Keltisch im Rheinland
Keltische Sprachen werden heute noch auf den britischen Inseln und in der französischen Bretagne gesprochen. Sie bilden einen Zweig der indoeuropäischen Sprachfamilie, zu der auch die germanischen (wie Deutsch, Niederländisch und Englisch), romanischen (u.a. Französisch, Spanisch und Rumänisch) und viele weitere Sprachen in Europa, dem Nahen Osten und Asien gehören. Das bedeutet, dass sich all diese Sprachen aus derselben Ursprache, dem Proto-Indoeuropäischen, entwickelt haben. Durch Migration haben sich Gruppen von Sprecher:innen voneinander entfernt und ihre Sprachen haben unterschiedliche Sprachwandelprozesse durchgemacht. So kam es erst zu neuen Zweigen und schließlich zu den Einzelsprachen.
Die keltischen Sprachen sind erstmals in Mitteleuropa aufgetaucht und werden mit der späteren Hallstatt-Kultur (ca. 1200-500 v. Chr.) assoziiert. In den folgenden Jahrhunderten weitete sich das keltische Sprachgebiet aus und erfasste im 2. vorchristlichen Jahrhundert weite Teile Europas zwischen der Iberischen Halbinsel und der heutigen Türkei, darunter auch Süd- und Mitteldeutschland. Unter Julius Cäsar wurden „die Kelten“, die er „Gallier“ nannte, bekanntlich unterworfen sowie kulturell und sprachlich assimiliert, also romanisiert. Die Verwaltungssprache war ab sofort Latein und die Sprache des Alltags Vulgärlatein. Aus dem Vulgärlateinischen entwickelten sich nach dem Zusammenbruch des Römischen Imperiums die einzelnen romanischen Sprachen. Die Sprachen, die im früheren Siedlungsgebiet der Gallier gesprochen werden, heißen auch galloromanische Sprachen. Dieser Name kann jedoch missverstanden werden: es ist keine Mischung aus Gallisch und Romanisch und der gallische Einfluss ist marginal.

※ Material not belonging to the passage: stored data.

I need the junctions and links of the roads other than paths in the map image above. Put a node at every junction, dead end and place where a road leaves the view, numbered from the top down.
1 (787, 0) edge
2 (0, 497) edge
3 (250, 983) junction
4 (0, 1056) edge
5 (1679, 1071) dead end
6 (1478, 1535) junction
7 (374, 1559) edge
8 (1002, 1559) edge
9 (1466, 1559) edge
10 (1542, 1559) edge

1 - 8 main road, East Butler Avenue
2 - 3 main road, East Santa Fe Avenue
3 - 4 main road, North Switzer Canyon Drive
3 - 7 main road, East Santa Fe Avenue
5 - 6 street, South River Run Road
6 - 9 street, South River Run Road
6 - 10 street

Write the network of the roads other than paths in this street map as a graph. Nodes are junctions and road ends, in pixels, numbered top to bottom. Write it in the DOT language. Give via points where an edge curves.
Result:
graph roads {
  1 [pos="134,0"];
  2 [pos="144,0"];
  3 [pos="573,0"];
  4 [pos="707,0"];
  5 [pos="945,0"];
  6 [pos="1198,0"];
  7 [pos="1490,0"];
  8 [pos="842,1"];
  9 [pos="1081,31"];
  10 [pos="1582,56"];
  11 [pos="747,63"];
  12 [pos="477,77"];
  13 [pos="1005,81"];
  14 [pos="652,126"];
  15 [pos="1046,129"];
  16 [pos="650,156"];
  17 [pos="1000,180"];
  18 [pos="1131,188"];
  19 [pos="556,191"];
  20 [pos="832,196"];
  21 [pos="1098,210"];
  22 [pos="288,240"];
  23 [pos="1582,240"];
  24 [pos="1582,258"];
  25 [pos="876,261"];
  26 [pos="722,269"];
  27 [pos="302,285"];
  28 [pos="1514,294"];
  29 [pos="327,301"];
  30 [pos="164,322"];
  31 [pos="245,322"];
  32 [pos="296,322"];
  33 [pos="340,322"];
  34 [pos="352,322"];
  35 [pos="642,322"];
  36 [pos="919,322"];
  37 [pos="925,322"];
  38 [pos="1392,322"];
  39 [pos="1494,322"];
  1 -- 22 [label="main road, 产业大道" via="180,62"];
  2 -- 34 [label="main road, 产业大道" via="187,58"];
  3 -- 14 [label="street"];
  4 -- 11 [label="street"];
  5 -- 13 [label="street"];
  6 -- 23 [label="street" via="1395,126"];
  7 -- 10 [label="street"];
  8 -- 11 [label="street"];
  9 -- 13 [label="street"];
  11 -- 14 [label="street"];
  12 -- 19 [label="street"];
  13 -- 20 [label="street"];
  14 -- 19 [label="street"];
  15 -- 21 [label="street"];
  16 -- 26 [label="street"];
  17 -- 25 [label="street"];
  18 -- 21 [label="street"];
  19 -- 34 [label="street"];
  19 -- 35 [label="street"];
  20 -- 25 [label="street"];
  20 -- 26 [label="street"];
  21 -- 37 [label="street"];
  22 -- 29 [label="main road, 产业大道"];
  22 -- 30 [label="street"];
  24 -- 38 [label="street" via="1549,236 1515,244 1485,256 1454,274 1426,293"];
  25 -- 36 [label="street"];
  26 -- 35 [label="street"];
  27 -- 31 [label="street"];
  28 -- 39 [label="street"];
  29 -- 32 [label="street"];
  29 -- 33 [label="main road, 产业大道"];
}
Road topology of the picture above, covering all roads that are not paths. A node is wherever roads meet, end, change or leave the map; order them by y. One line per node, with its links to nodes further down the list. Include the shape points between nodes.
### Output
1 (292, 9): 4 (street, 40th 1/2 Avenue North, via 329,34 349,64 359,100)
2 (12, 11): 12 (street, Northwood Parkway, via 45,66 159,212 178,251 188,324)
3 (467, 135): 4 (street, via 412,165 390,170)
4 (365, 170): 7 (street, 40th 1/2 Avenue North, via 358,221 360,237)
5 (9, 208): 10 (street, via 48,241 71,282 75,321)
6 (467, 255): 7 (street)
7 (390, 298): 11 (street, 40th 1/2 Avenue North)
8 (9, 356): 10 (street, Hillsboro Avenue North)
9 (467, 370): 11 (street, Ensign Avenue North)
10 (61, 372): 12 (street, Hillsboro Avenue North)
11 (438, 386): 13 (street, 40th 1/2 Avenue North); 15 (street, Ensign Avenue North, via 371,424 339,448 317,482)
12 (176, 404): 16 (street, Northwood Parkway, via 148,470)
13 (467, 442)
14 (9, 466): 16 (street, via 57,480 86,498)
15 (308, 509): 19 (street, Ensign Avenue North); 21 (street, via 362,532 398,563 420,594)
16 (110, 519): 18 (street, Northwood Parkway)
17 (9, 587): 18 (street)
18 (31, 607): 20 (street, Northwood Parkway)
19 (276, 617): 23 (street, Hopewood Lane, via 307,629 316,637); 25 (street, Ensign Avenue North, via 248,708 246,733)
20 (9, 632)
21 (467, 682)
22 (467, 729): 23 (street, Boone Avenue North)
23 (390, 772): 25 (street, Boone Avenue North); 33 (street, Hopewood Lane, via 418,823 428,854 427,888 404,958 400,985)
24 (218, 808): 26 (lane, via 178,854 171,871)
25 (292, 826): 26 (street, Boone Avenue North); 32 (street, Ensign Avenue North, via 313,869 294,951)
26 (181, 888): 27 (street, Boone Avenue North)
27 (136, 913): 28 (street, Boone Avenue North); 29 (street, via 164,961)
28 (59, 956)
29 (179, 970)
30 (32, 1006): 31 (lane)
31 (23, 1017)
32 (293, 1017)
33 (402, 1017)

Die sogenannten Kelten werden aufgrund ihrer sprachlichen Zugehörigkeit zu einer Gruppe zusammengefasst. Sie sahen sich hingegen nicht als kulturelle oder ethnische Einheit an. Auch „Gallier“ ist eine Fremdbezeichnung für verschiedene keltischsprachige Stämme. Dasselbe gilt für „die Germanen“, also Sprecher:innen germanischer Sprachen, die ihre Identität selbst sicher nicht (nur) auf ihrer Sprache aufbauten.
Keltische und germanische Stämme lebten in West- und Mitteleuropa teilweise in direkter Nachbarschaft. Kriegerische Auseinandersetzungen gab es ebenso wie friedliche Handelsbeziehungen. Dieser enge Kontakt führte auch dazu, dass sich die Sprachen der Gruppen gegenseitig beeinflussten. Es ist kein Zufall, dass das altirische Wort für ‚Recht‘ ebenfalls recht lautet. Sowohl urkeltisch *rextus als auch urgermanisch *rehtuz haben sich aus der indoeuropäischen Wurzel *h3reĝ- ‚geraderichten, ausstrecken‘ entwickelt, aber gemeinsam den Bedeutungswandel zu ‚richten‘ vollzogen. Dies ist nur eins von vielen Zeugnissen zum intensiven Kontakt der Gruppen, doch ist es wie die meisten anderen nicht spezifisch für das Rheinland, sondern gilt generell für die deutsche Sprache.